-- Action item --
Your task is to copy all of the entries exactly as they are given.

(Dataset excerpts)

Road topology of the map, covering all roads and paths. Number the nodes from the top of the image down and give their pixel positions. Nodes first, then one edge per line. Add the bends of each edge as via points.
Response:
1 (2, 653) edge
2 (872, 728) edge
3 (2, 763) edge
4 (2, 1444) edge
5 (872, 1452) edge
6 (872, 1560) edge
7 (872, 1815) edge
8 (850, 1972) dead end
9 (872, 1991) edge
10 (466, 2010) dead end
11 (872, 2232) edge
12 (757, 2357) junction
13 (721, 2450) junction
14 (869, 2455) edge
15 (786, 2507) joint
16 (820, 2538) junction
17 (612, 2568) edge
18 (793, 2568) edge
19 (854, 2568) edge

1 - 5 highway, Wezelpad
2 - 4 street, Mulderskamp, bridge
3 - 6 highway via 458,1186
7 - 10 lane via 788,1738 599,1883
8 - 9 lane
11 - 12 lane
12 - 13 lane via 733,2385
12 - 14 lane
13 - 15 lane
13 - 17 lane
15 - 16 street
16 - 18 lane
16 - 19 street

(End Dataset excerpts)

-- Task result --
Road topology of the map, covering all roads and paths. Number the nodes from the top of the image down and give their pixel positions. Nodes first, then one edge per line. Add the bends of each edge as via points.
Response:
1 (2, 653) edge
2 (872, 728) edge
3 (2, 763) edge
4 (2, 1444) edge
5 (872, 1452) edge
6 (872, 1560) edge
7 (872, 1815) edge
8 (850, 1972) dead end
9 (872, 1991) edge
10 (466, 2010) dead end
11 (872, 2232) edge
12 (757, 2357) junction
13 (721, 2450) junction
14 (869, 2455) edge
15 (786, 2507) joint
16 (820, 2538) junction
17 (612, 2568) edge
18 (793, 2568) edge
19 (854, 2568) edge

1 - 5 highway, Wezelpad
2 - 4 street, Mulderskamp, bridge
3 - 6 highway via 458,1186
7 - 10 lane via 788,1738 599,1883
8 - 9 lane
11 - 12 lane
12 - 13 lane via 733,2385
12 - 14 lane
13 - 15 lane
13 - 17 lane
15 - 16 street
16 - 18 lane
16 - 19 street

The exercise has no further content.